• TASK BRIEF
Copy out the entries that follow exactly, leaving every picture behind.

---+---

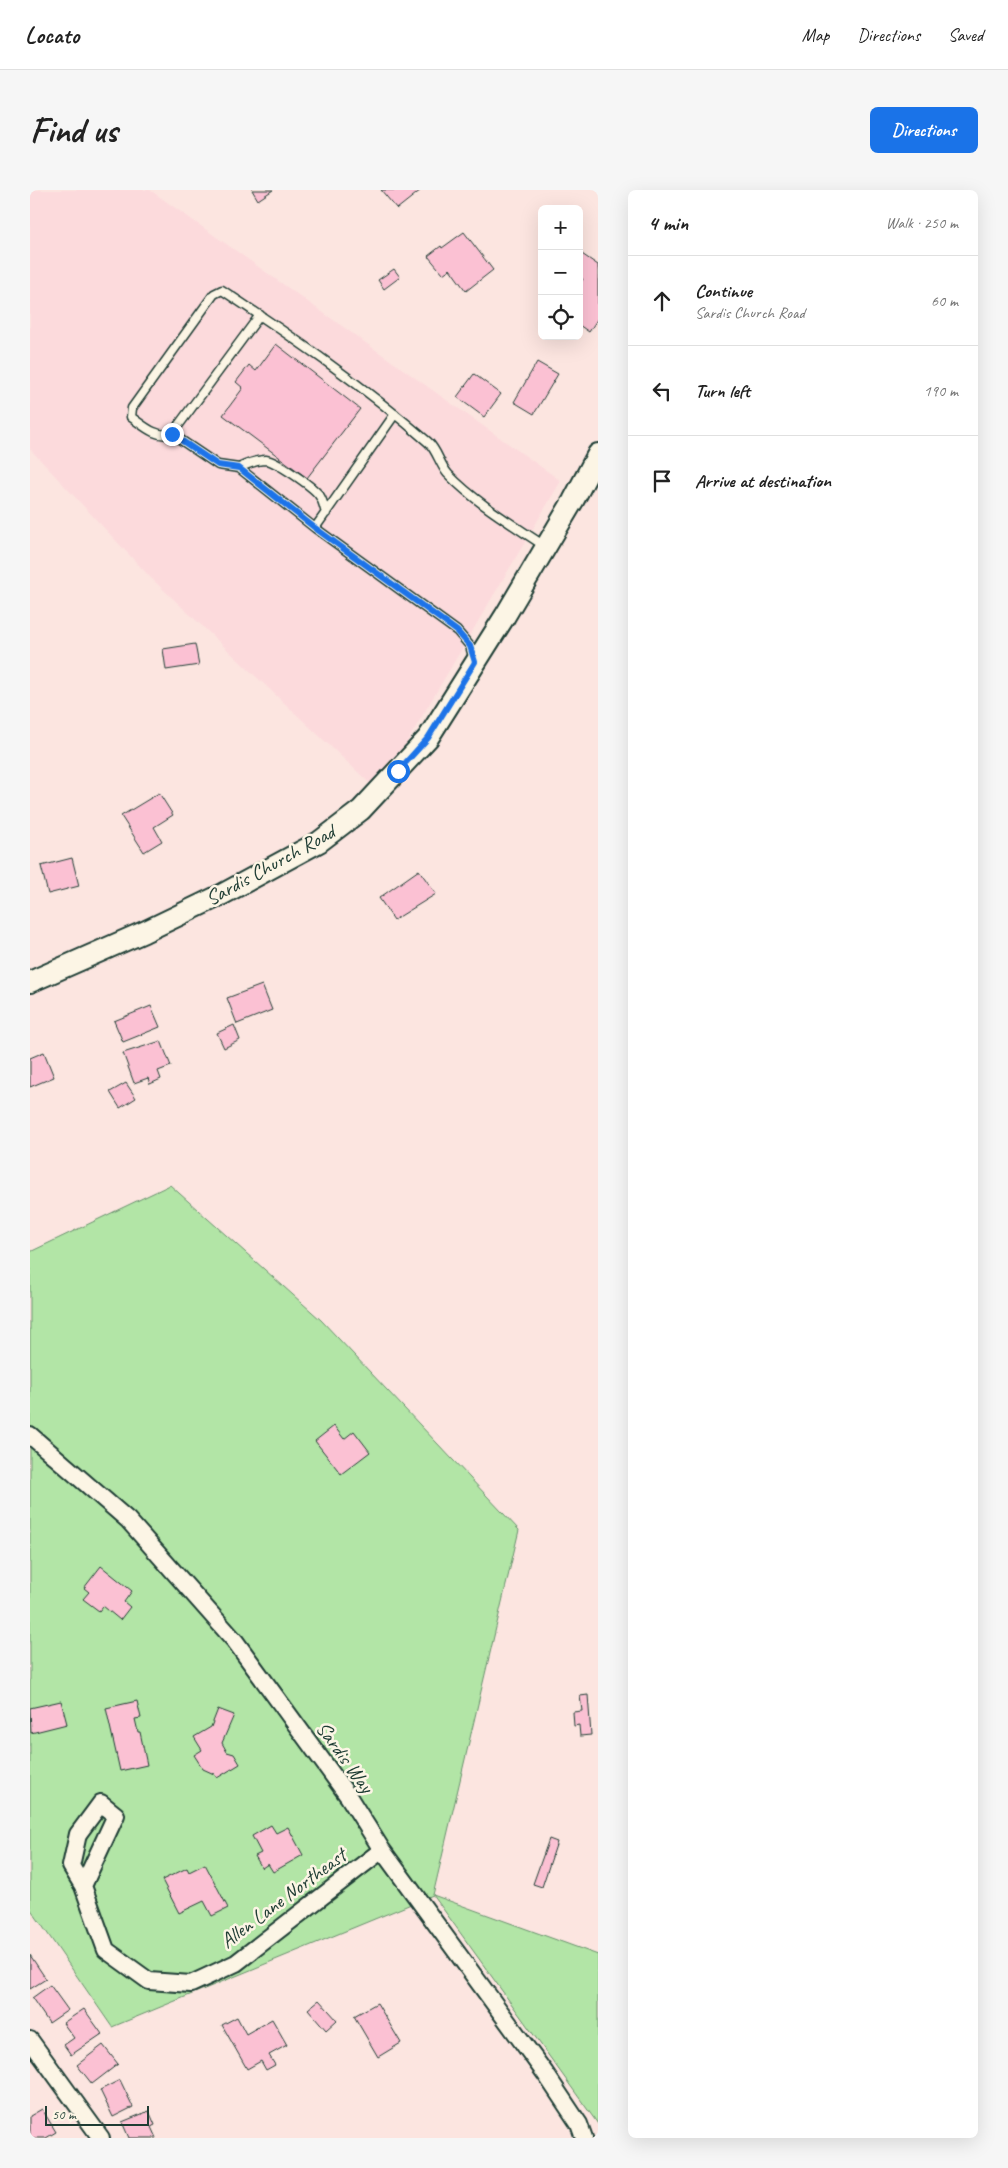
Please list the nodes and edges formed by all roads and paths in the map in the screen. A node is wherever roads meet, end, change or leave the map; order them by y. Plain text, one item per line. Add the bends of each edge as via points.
1 (260, 315) junction
2 (395, 414) junction
3 (172, 434) junction
4 (598, 454) edge
5 (239, 468) junction
6 (326, 513) junction
7 (315, 528) junction
8 (546, 547) junction
9 (475, 662) junction
10 (30, 982) edge
11 (30, 1435) edge
12 (382, 1850) junction
13 (83, 1886) dead end
14 (30, 2040) edge
15 (101, 2138) edge
16 (584, 2138) edge

1 - 2 lane
1 - 3 lane
1 - 3 lane via 222,290 214,294 132,408 131,417 150,430 164,436
2 - 6 lane
2 - 8 lane via 431,444 447,472 472,495
3 - 5 lane via 218,465
4 - 8 street, Sardis Church Road
5 - 6 lane via 250,462 267,460 279,465 318,494
5 - 7 lane
6 - 7 lane
7 - 9 lane via 457,631 470,646
8 - 9 street, Sardis Church Road
9 - 10 street, Sardis Church Road via 428,738 362,810 319,842 223,894
11 - 12 street, Sardis Way via 128,1520 234,1641 348,1796
12 - 13 street, Allen Lane Northeast via 236,1963 191,1984 149,1981 106,1950
12 - 16 street, Sardis Way via 545,2074 580,2124
14 - 15 street

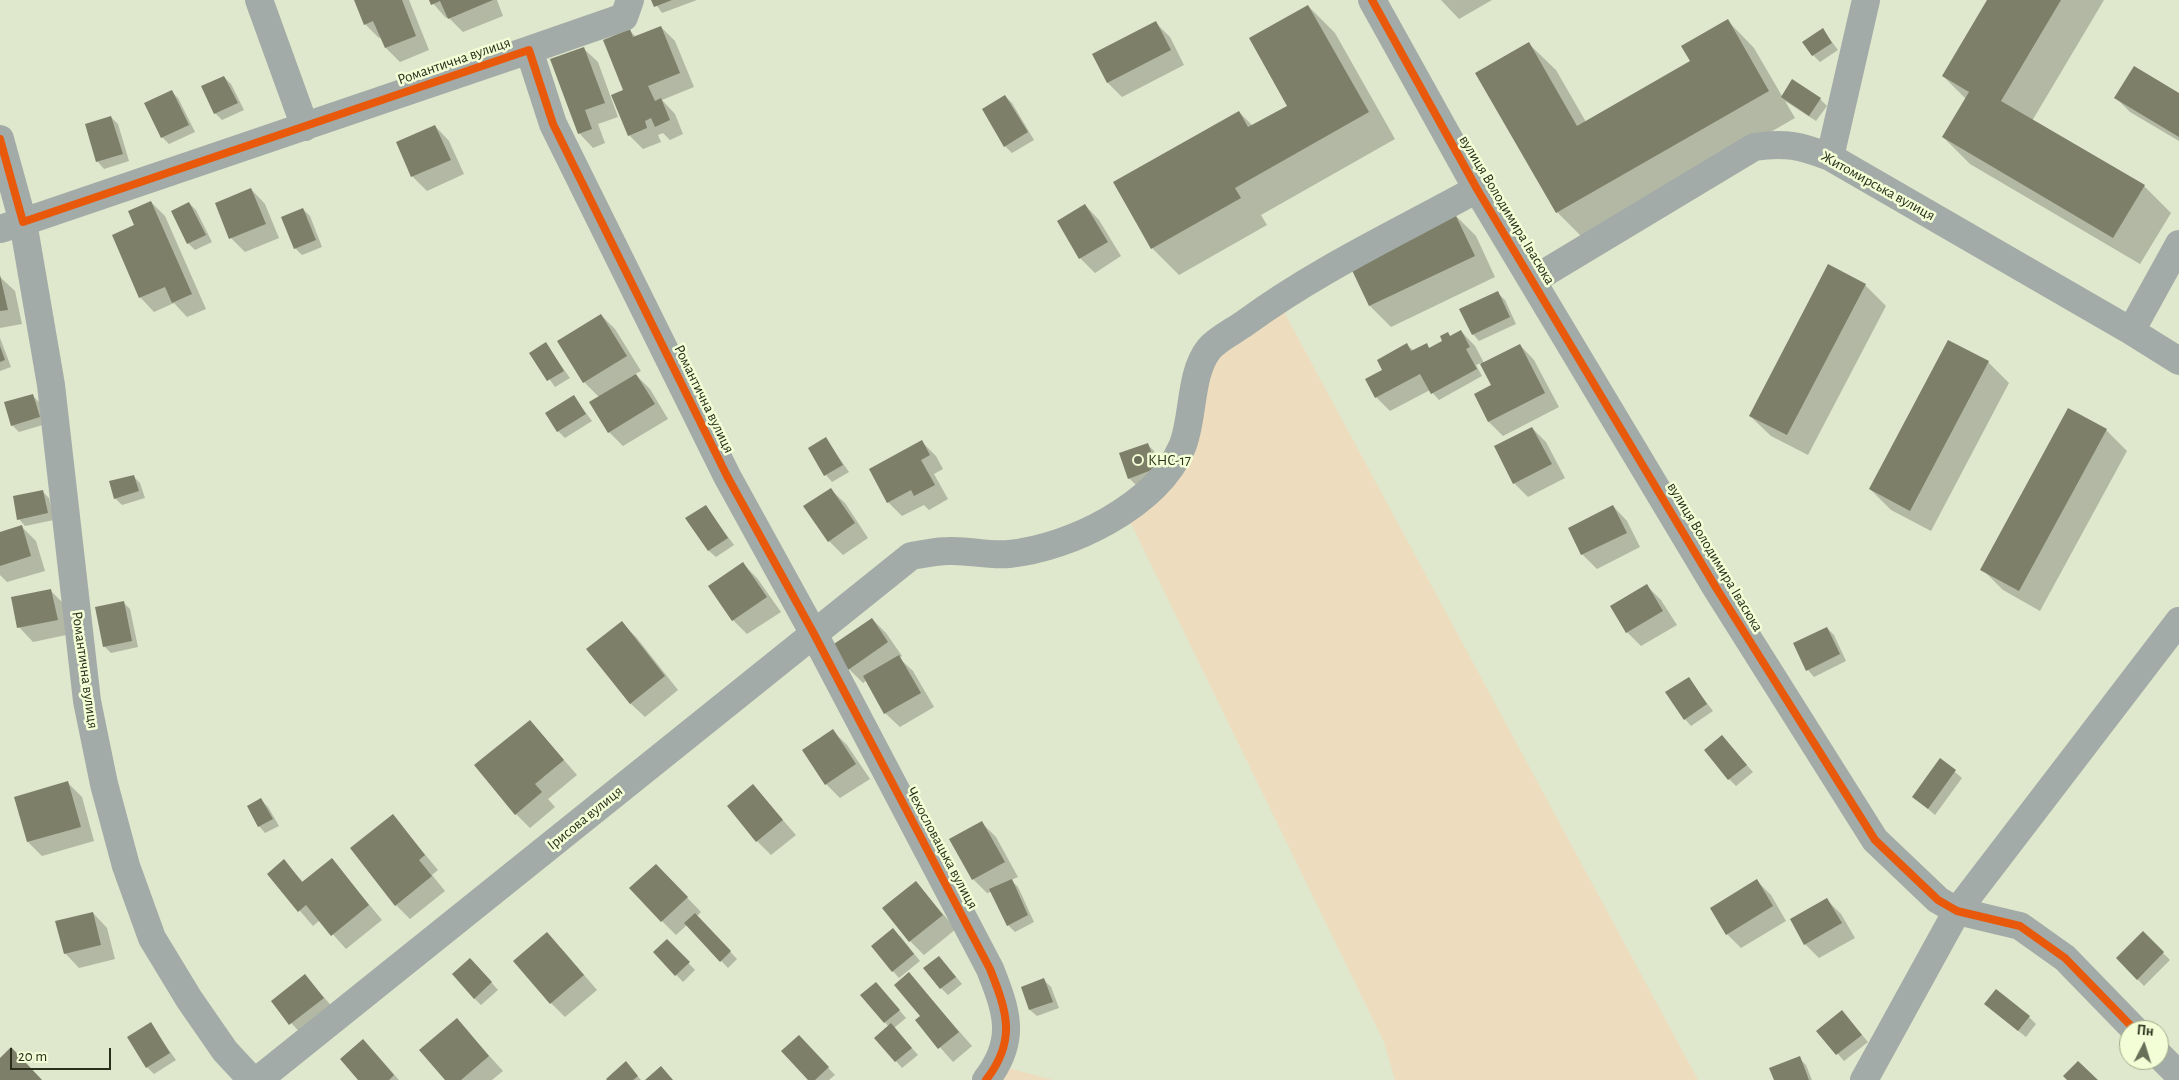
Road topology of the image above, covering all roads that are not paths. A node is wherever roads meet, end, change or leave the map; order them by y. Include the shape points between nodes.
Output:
1 (259, 0) edge
2 (630, 0) edge
3 (1372, 0) edge
4 (1866, 0) edge
5 (529, 50) junction
6 (305, 126) junction
7 (0, 139) edge
8 (1830, 157) junction
9 (1477, 189) junction
10 (12, 225) edge
11 (2179, 244) edge
12 (1533, 280) junction
13 (2131, 331) junction
14 (2179, 361) edge
15 (2179, 621) edge
16 (814, 634) junction
17 (1957, 911) junction
18 (2125, 1020) edge
19 (2169, 1065) edge
20 (2179, 1075) edge
21 (252, 1080) edge
22 (258, 1080) edge
23 (986, 1080) edge
24 (1864, 1080) edge

1 - 6 street
2 - 5 street via 624,17
3 - 9 street, вулиця Володимира Івасюка
4 - 8 street
5 - 6 street, Романтична вулиця
5 - 16 street, Романтична вулиця via 554,124 727,476
6 - 10 street, Романтична вулиця
7 - 10 street, Романтична вулиця
8 - 12 street, Житомирська вулиця via 1778,143 1754,147
8 - 13 street, Житомирська вулиця
9 - 12 street, вулиця Володимира Івасюка
9 - 16 street, Ірисова вулиця via 1277,299 1209,348 1201,362 1182,447 1160,480 1125,511 1086,533 1042,548 986,556 950,550 911,556
10 - 21 street, Романтична вулиця via 51,385 87,701 104,784 126,866 152,938 215,1036
11 - 13 street
12 - 17 street, вулиця Володимира Івасюка via 1715,586 1875,840 1938,900
13 - 14 street, Житомирська вулиця
15 - 17 street
16 - 22 street, Ірисова вулиця
16 - 23 street, Чехословацька вулиця via 990,969 1005,1006 1007,1035 998,1066
17 - 18 street, вулиця Володимира Івасюка via 2020,926 2065,958
17 - 24 street
19 - 20 street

---+---

• SOLUTION TO THE EXERCISE
Please list the nodes and edges formed by all roads and paths in the map in the screen. A node is wherever roads meet, end, change or leave the map; order them by y. Plain text, one item per line. Add the bends of each edge as via points.
1 (260, 315) junction
2 (395, 414) junction
3 (172, 434) junction
4 (598, 454) edge
5 (239, 468) junction
6 (326, 513) junction
7 (315, 528) junction
8 (546, 547) junction
9 (475, 662) junction
10 (30, 982) edge
11 (30, 1435) edge
12 (382, 1850) junction
13 (83, 1886) dead end
14 (30, 2040) edge
15 (101, 2138) edge
16 (584, 2138) edge

1 - 2 lane
1 - 3 lane
1 - 3 lane via 222,290 214,294 132,408 131,417 150,430 164,436
2 - 6 lane
2 - 8 lane via 431,444 447,472 472,495
3 - 5 lane via 218,465
4 - 8 street, Sardis Church Road
5 - 6 lane via 250,462 267,460 279,465 318,494
5 - 7 lane
6 - 7 lane
7 - 9 lane via 457,631 470,646
8 - 9 street, Sardis Church Road
9 - 10 street, Sardis Church Road via 428,738 362,810 319,842 223,894
11 - 12 street, Sardis Way via 128,1520 234,1641 348,1796
12 - 13 street, Allen Lane Northeast via 236,1963 191,1984 149,1981 106,1950
12 - 16 street, Sardis Way via 545,2074 580,2124
14 - 15 street

Road topology of the image above, covering all roads that are not paths. A node is wherever roads meet, end, change or leave the map; order them by y. Include the shape points between nodes.
Output:
1 (259, 0) edge
2 (630, 0) edge
3 (1372, 0) edge
4 (1866, 0) edge
5 (529, 50) junction
6 (305, 126) junction
7 (0, 139) edge
8 (1830, 157) junction
9 (1477, 189) junction
10 (12, 225) edge
11 (2179, 244) edge
12 (1533, 280) junction
13 (2131, 331) junction
14 (2179, 361) edge
15 (2179, 621) edge
16 (814, 634) junction
17 (1957, 911) junction
18 (2125, 1020) edge
19 (2169, 1065) edge
20 (2179, 1075) edge
21 (252, 1080) edge
22 (258, 1080) edge
23 (986, 1080) edge
24 (1864, 1080) edge

1 - 6 street
2 - 5 street via 624,17
3 - 9 street, вулиця Володимира Івасюка
4 - 8 street
5 - 6 street, Романтична вулиця
5 - 16 street, Романтична вулиця via 554,124 727,476
6 - 10 street, Романтична вулиця
7 - 10 street, Романтична вулиця
8 - 12 street, Житомирська вулиця via 1778,143 1754,147
8 - 13 street, Житомирська вулиця
9 - 12 street, вулиця Володимира Івасюка
9 - 16 street, Ірисова вулиця via 1277,299 1209,348 1201,362 1182,447 1160,480 1125,511 1086,533 1042,548 986,556 950,550 911,556
10 - 21 street, Романтична вулиця via 51,385 87,701 104,784 126,866 152,938 215,1036
11 - 13 street
12 - 17 street, вулиця Володимира Івасюка via 1715,586 1875,840 1938,900
13 - 14 street, Житомирська вулиця
15 - 17 street
16 - 22 street, Ірисова вулиця
16 - 23 street, Чехословацька вулиця via 990,969 1005,1006 1007,1035 998,1066
17 - 18 street, вулиця Володимира Івасюка via 2020,926 2065,958
17 - 24 street
19 - 20 street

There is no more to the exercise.